■ **WORK TO COMPLETE**
Copy each line below in which the string "Santo" appears.

Content starts

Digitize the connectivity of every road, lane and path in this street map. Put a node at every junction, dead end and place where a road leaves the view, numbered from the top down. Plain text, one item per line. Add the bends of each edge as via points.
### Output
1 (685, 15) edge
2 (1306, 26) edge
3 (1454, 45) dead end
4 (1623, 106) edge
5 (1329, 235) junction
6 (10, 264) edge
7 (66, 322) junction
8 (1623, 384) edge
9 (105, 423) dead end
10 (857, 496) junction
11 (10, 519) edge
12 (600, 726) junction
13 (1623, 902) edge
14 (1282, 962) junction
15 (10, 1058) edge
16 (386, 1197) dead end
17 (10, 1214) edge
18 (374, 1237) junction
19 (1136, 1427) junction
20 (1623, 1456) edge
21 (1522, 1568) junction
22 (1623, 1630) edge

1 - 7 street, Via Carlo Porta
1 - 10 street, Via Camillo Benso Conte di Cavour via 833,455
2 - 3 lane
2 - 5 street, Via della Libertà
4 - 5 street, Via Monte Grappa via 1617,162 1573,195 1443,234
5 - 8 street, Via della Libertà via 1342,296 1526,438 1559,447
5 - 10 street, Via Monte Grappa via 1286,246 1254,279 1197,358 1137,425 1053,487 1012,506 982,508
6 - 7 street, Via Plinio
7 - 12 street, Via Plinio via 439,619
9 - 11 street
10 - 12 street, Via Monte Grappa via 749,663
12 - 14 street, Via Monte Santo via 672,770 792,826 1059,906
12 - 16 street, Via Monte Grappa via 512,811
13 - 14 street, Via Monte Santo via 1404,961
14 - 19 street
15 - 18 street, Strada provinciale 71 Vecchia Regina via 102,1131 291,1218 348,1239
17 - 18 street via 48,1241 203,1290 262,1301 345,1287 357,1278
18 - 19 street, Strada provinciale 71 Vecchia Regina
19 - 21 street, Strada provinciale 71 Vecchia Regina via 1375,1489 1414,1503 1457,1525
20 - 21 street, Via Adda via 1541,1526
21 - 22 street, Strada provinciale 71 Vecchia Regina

Content ends

■ **FINISHED EXERCISE**
12 - 14 street, Via Monte Santo via 672,770 792,826 1059,906
13 - 14 street, Via Monte Santo via 1404,961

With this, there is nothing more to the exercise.